• Downstream liability: This sounds like a confused Bassmasters fishing show title, but it is perhaps the next big step in the legal evolution of the Internet. Downstream liability involves allegations that an attacker has taken control of a target computer (yours) and used it to attack a third party. Assume that it is your company’s computer that has been compromised by a hacker. Your company’s failure to protect its own systems has resulted in the damaging of a third party; the attacker used your computer as a weapon against the third party. Your company is therefore negligent due to lack of due diligence because it failed to protect against reasonable risks—specifically, no firewall was in place, or it was improperly configured, which is just as bad.
    The prudent person’s responsibility for security here is to use reasonable care. You can find a more detailed definition in Prosser, Wade, and Schwartz’s Cases and Materials on Torts: “...requiring the actor to conform to a certain standard of conduct, for the protection of others against unreasonable risks.” Who says Hollywood liberalism doesn’t contribute to society?
  • Lost data: You have probably heard the stories of companies that lost all their business data in hurricanes such as Katrina or the September 11 attacks, and many companies did not recover. What if your company experienced the same loss of data because you did not have a firewall and an attacker deleted your data because he could? What would happen to your business? Would it cost money to re-create everything? Would you suffer lost sales? Would you still be employed the next day?
  • Compromise confidential data: Every organization has data it considers confidential and, if lost, might cause financial problems, legal difficulties, or extreme embarrassment. These things might be caused by the loss of customer information such as credit card numbers, secret plans for the new weight loss formula, or secret product plans that end up in the hands of a competitor. The list goes on, and when you have been hacked, you must assume the worst. Perhaps this is why most cybercrimes go unreported—it is embarrassing, and admitting to being hacked is a sign of weakness that could affect the reputation and brand of a company.

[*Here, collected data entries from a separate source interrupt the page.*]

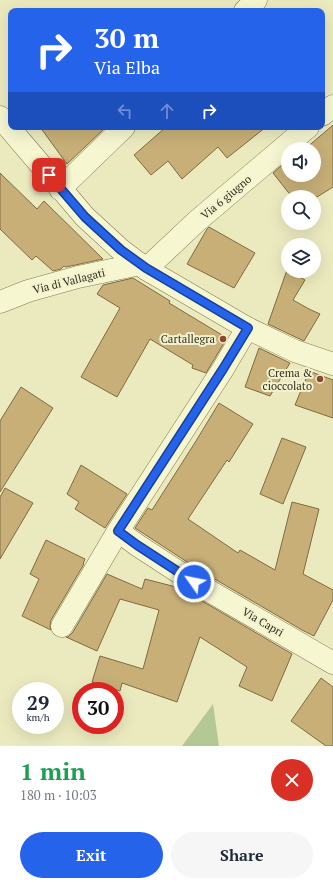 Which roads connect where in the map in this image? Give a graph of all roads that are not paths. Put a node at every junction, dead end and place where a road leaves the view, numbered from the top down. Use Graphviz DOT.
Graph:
graph roads {
  1 [pos="256,0"];
  2 [pos="248,8"];
  3 [pos="333,106"];
  4 [pos="325,113"];
  5 [pos="0,117"];
  6 [pos="8,127"];
  7 [pos="11,130"];
  8 [pos="121,130"];
  9 [pos="304,130"];
  10 [pos="60,189"];
  11 [pos="143,266"];
  12 [pos="0,302"];
  13 [pos="248,328"];
  14 [pos="333,364"];
  15 [pos="118,531"];
  16 [pos="62,626"];
  17 [pos="333,663"];
  1 -- 2 [label="street"];
  3 -- 4 [label="street"];
  5 -- 6 [label="street"];
  7 -- 10 [label="street"];
  8 -- 10 [label="street"];
  9 -- 11 [label="street, Via 6 giugno"];
  10 -- 11 [label="street"];
  11 -- 12 [label="street, Via di Vallagati"];
  11 -- 13 [label="street"];
  13 -- 14 [label="street"];
  13 -- 15 [label="street"];
  15 -- 16 [label="street"];
  15 -- 17 [label="street, Via Capri"];
} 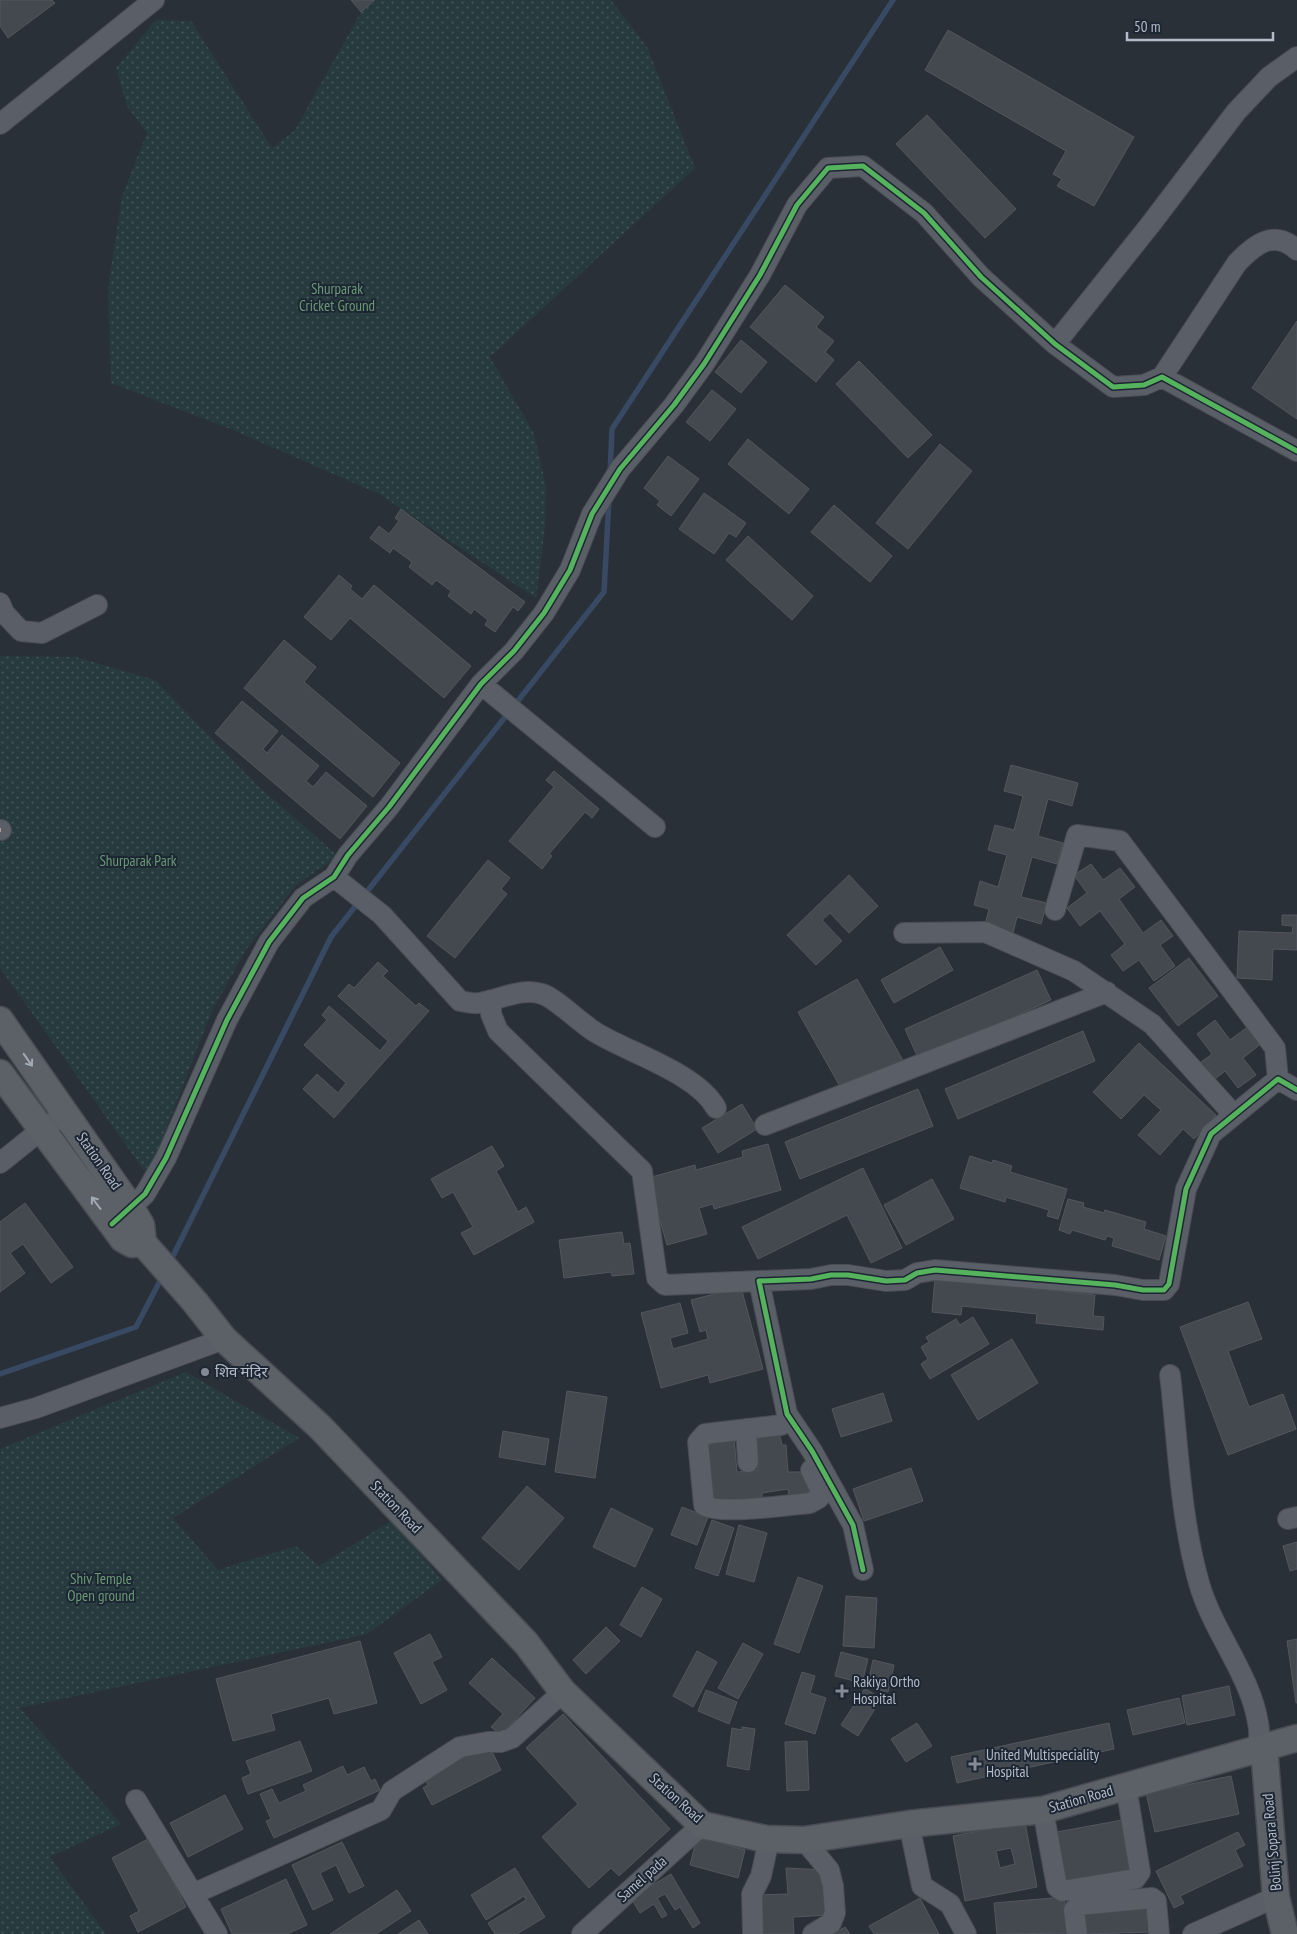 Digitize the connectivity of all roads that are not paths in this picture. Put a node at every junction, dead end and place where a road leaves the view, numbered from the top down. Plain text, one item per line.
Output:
1 (154, 0) edge
2 (1297, 57) edge
3 (0, 124) edge
4 (1297, 250) edge
5 (1055, 344) junction
6 (1162, 377) junction
7 (1297, 451) edge
8 (0, 603) edge
9 (97, 605) dead end
10 (481, 684) junction
11 (655, 827) dead end
12 (338, 880) junction
13 (1055, 910) dead end
14 (904, 933) dead end
15 (1107, 992) junction
16 (491, 1000) junction
17 (0, 1020) edge
18 (0, 1073) edge
19 (1278, 1079) junction
20 (1297, 1090) edge
21 (716, 1108) dead end
22 (66, 1114) junction
23 (1234, 1115) junction
24 (765, 1125) dead end
25 (41, 1130) junction
26 (0, 1163) edge
27 (122, 1216) junction
28 (759, 1281) junction
29 (224, 1340) junction
30 (1170, 1375) dead end
31 (0, 1418) edge
32 (784, 1419) junction
33 (746, 1429) junction
34 (748, 1462) dead end
35 (864, 1570) dead end
36 (563, 1692) junction
37 (1297, 1738) edge
38 (1262, 1749) junction
39 (1126, 1786) junction
40 (136, 1800) dead end
41 (1043, 1810) junction
42 (909, 1824) junction
43 (702, 1825) junction
44 (769, 1839) junction
45 (804, 1840) junction
46 (193, 1894) junction
47 (1276, 1897) junction
48 (217, 1934) edge
49 (582, 1934) edge
50 (753, 1934) edge
51 (813, 1934) edge
52 (966, 1934) edge
53 (1077, 1934) edge
54 (1159, 1934) edge
55 (1193, 1934) edge
56 (1285, 1934) edge

1 - 3 street
2 - 5 street
4 - 6 street
5 - 6 street
5 - 10 street
6 - 7 street
8 - 9 street
10 - 11 street
10 - 12 street
12 - 16 street
12 - 27 street
13 - 19 street
14 - 15 street
15 - 23 street
15 - 24 street
16 - 21 street
16 - 28 street
17 -> 22 main road, Station Road
18 - 25 main road, Station Road
19 - 20 street
19 - 23 street
22 - 25 street
22 - 27 main road, Station Road
23 - 28 street
25 - 26 street
27 -> 25 main road, Station Road
27 - 29 main road, Station Road
28 - 32 street
29 - 31 street
29 - 36 main road, Station Road
30 - 38 street
32 - 33 street
32 - 33 street
32 - 35 street
33 - 34 street
36 - 43 main road, Station Road
36 - 46 street
37 - 38 main road, Station Road
38 - 39 main road, Station Road
38 - 47 main road, Bolinj Sopara Road
39 - 41 main road, Station Road
39 - 41 street
40 - 46 street
41 - 42 main road, Station Road
42 - 45 main road, Station Road
42 - 52 street
43 - 44 main road, Station Road
43 - 49 street, Samel pada
44 - 45 main road, Station Road
44 - 50 street
45 - 51 street
46 - 48 street
47 - 55 street
47 - 56 main road, Bolinj Sopara Road
53 - 54 street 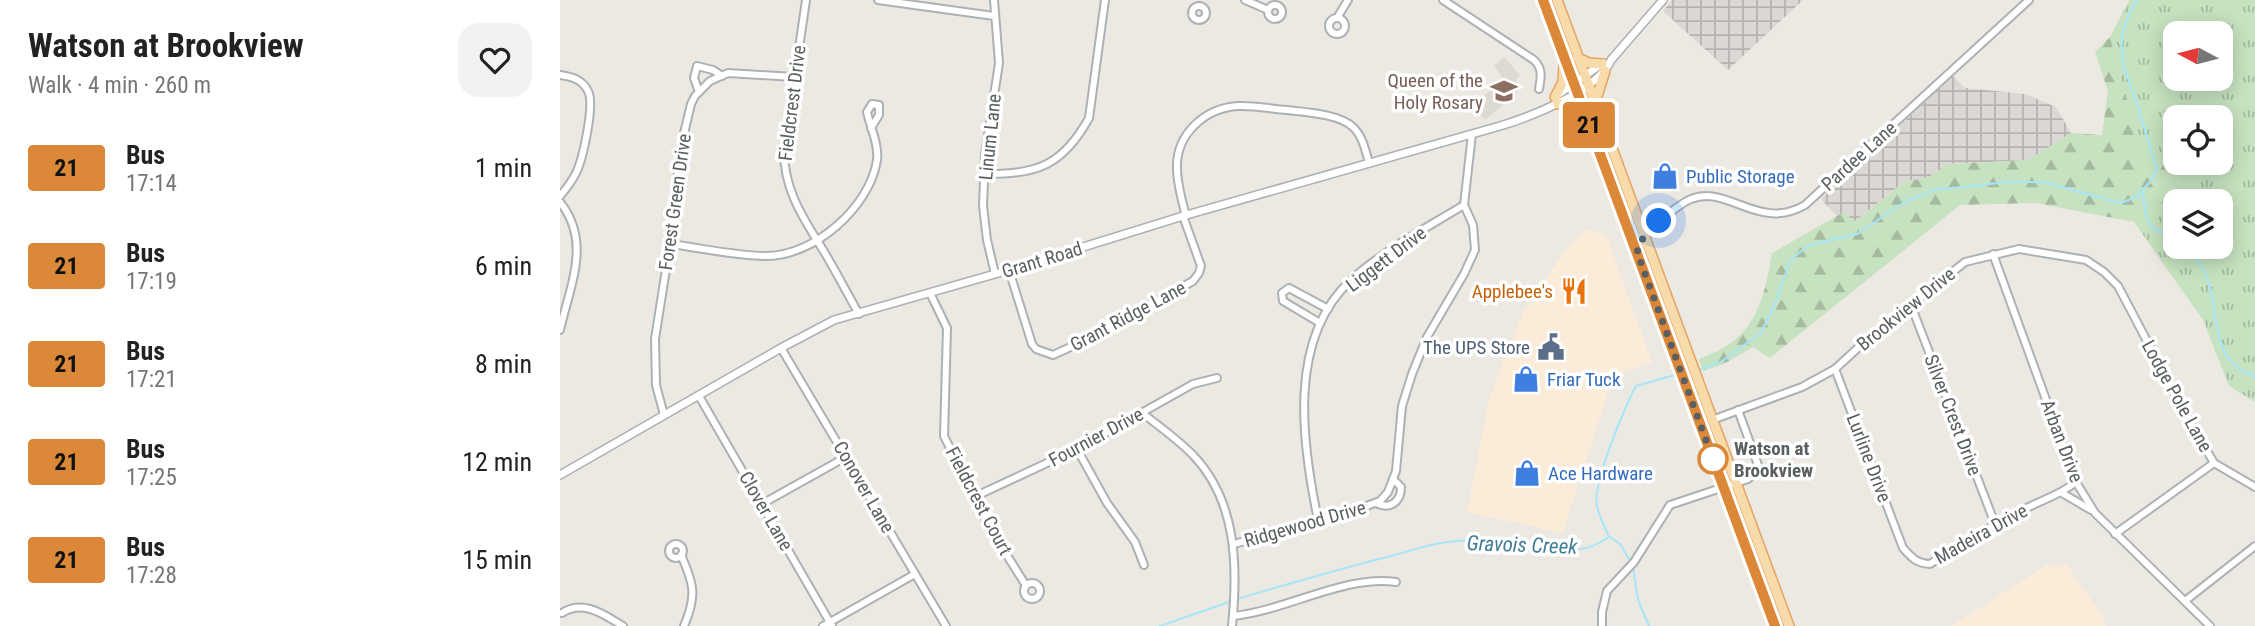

  • Network downtime: Have you ever gone to an ATM machine or a grocery store to get cash and paid with your cash card in the swipe card readers? The networks enabling these devices to operate usually work fine; however, if they were not protected, an attacker might cause them to go down. The loss of revenue from these networks can quickly grow if they are unavailable. Downtime is the bane of any network, and a cost is always associated with these types of events.